We showed that the intensity window in BSI can be automatically and objectively chosen, based on the mean and standard deviation of signal intensity in different tissue classes. Although the automatically chosen intensity windows were similar to the manually chosen intensity window (), the figure shows that the intensity window depended on the make of the scanner and that one intensity window was not necessarily appropriate for all image pairs. The automatically chosen intensity window method therefore has the advantages of being reproducible, conceptually simple, easy to implement and not directly relying on the semi-automatically segmented brain regions or the judgment of the image analysts. It should be noted that although the automatic intensity window is chosen to capture tissue type change between CSF and GM, it will also capture the tissue type change between CSF and WM in T1-weighted images because the intensity of WM is greater than that of GM in T1-weighted images.
Reductions of up to 30% in sample size requirements would have very material and significant benefits. Clinical trials seeking to show effects on disease progression in AD (or other neurodegenerative conditions) are large, lengthy and expensive. The reduced sample size requirements may mean that trials can be better powered and/or more cost-effective allowing more treatments to be tested and fewer patients to be exposed to possible side effects. The measurement of brain atrophy rates is relevant for a number of different diseases beyond AD. KN-BSI can provide more robust and less variable brain atrophy measurement in other diseases, such as frontotemporal dementia (Chan et al., 2001
), multiple sclerosis (Anderson et al., 2007
) and Huntington’s disease (Henley et al., 2006
). The issues related to the importance (and cost) of multi-site studies in these disorders are very similar to those encountered in trials in AD.
This study highlights the potential problems of scan acquisition changes over time. These problems may be due to operator error or scanner hardware and software changes; these are inevitable in large and lengthy multi-site clinical studies and may be very obvious or quite subtle but are nonetheless important. Furthermore, these problems extend beyond BSI and would increase the variability of the results of other image analysis algorithms or manual measurement that depend on the tissue contrast in the images. One of the strengths of this study lies in the comparison of classic-BSI and KN-BSI using a large number of images (682 images from 341 subjects) acquired on at least seven different models of scanners at multiple sites.
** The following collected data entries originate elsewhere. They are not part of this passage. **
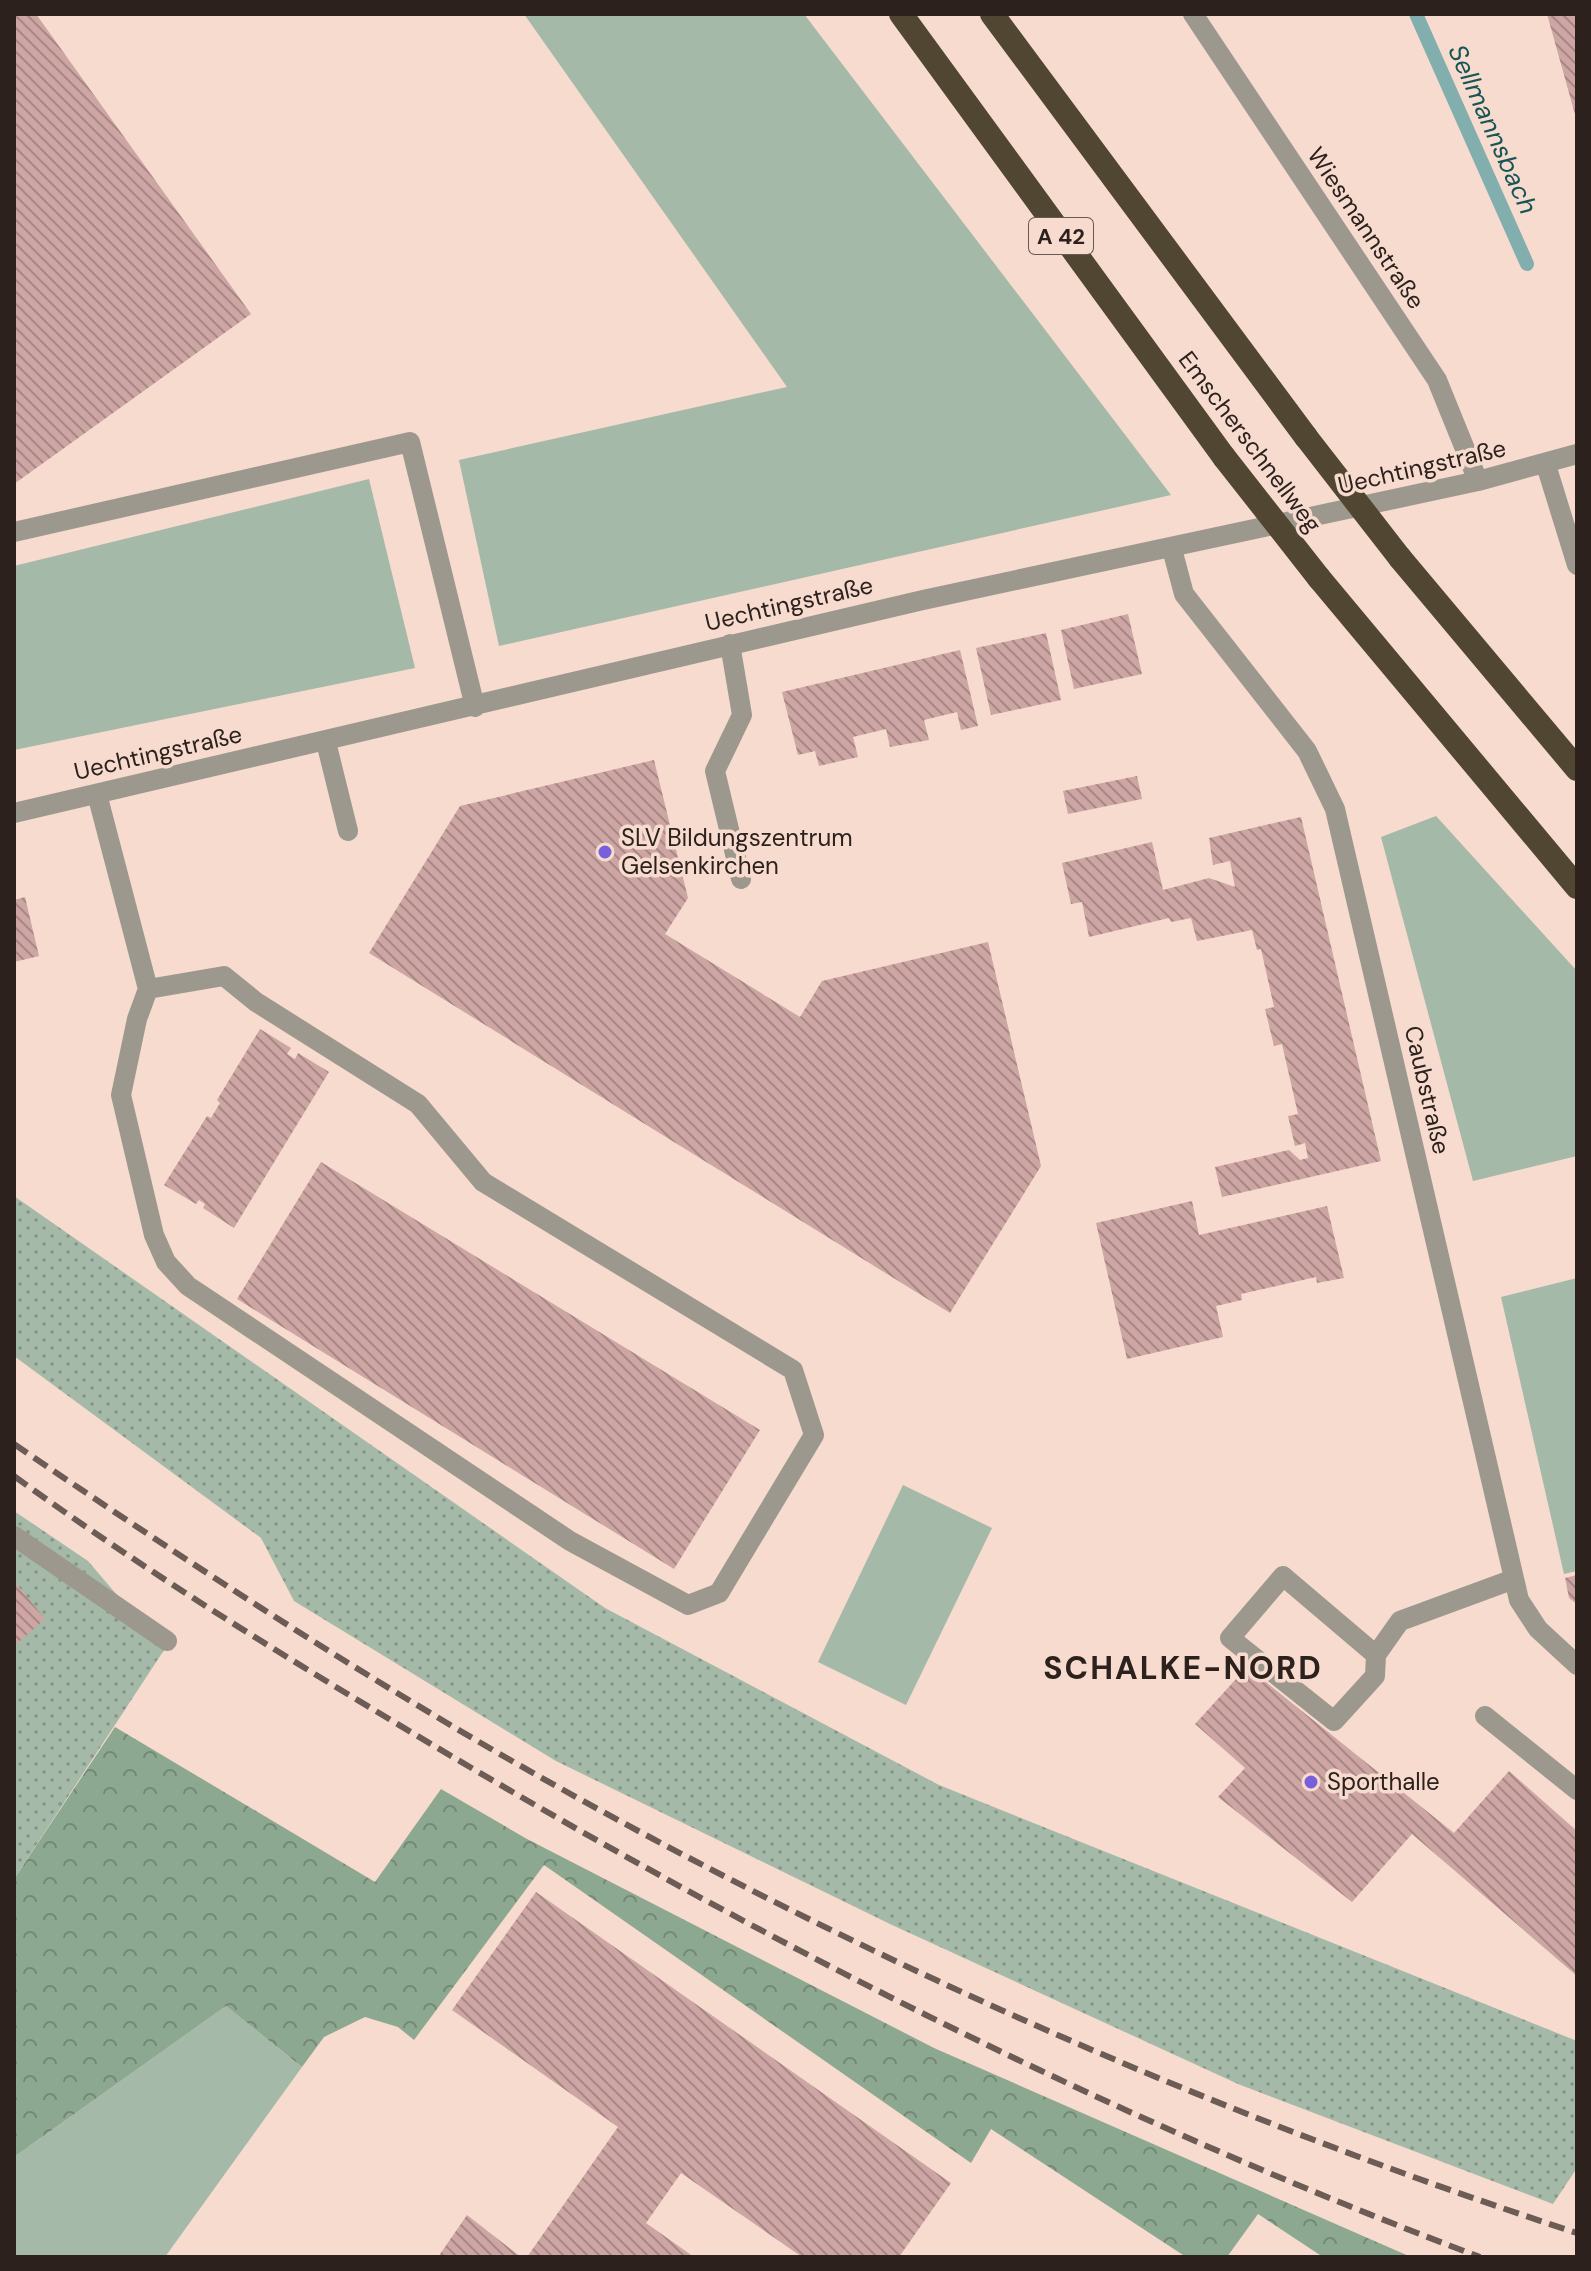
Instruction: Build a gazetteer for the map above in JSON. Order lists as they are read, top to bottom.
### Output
{
  "streets": {
    "highway": ["A 42", "Emscherschnellweg"],
    "street": ["Wiesmannstraße", "Uechtingstraße", "Caubstraße"]
  },
  "crossings": [
    ["Wiesmannstraße", "Uechtingstraße"],
    ["Uechtingstraße", "Caubstraße"]
  ],
  "districts": ["SCHALKE-NORD"],
  "water": ["Sellmannsbach"],
  "places": ["SLV Bildungszentrum Gelsenkirchen", "Sporthalle"]
}
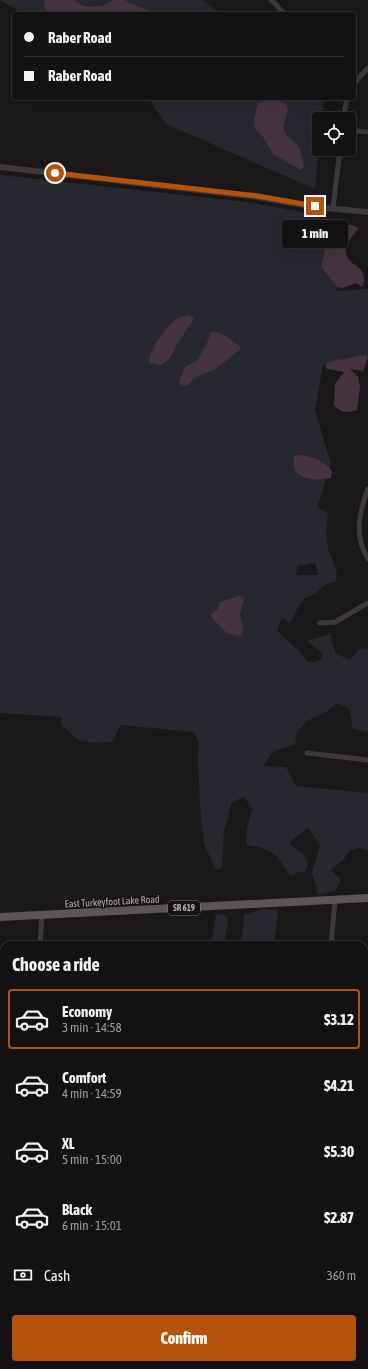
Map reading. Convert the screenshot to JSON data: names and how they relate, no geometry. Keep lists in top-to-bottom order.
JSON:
{
  "streets": {
    "main road": ["East Turkeyfoot Lake Road", "SR 619"]
  },
  "page": {
    "banner": ["Raber Road", "Raber Road"],
    "bubble": "1 min",
    "heading": "Choose a ride",
    "list": [
      {
        "name": "Economy",
        "note": "3 min · 14:58",
        "value": "$3.12"
      },
      {
        "name": "Comfort",
        "note": "4 min · 14:59",
        "value": "$4.21"
      },
      {
        "name": "XL",
        "note": "5 min · 15:00",
        "value": "$5.30"
      },
      {
        "name": "Black",
        "note": "6 min · 15:01",
        "value": "$2.87"
      }
    ],
    "pay": ["Cash", "360 m"],
    "buttons": "Confirm"
  }
}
Interestingly, differences between the KN-BSI and classic-BSI showed wide site-specific differences with large differences implying a site had less consistent image contrast over time. The most extreme cases were images acquired at site X, which had a hardware change. This suggests that differences between the two methods may contribute to the monitoring of scanners for quality control purposes. More simply, within-subject changes in GM/WM/CSF contrast using methods such as k-means clustering could be used to help assess scanner stability or detect hardware, software or parameter changes.
In conclusion, we have demonstrated that the robustness and variability of atrophy rate measurement for large multi-site imaging studies can be improved using the KN-BSI method described in this paper. Given the increasing use of MRI outcomes in large multi-site trials, methods that can reduce the variability of these outcomes due to tissue contrast and SNR changes over time and between scanners will be increasingly valuable. However, they are not a substitute for rigorous quality control and assurance of scanners, or for attention to detail in acquiring images.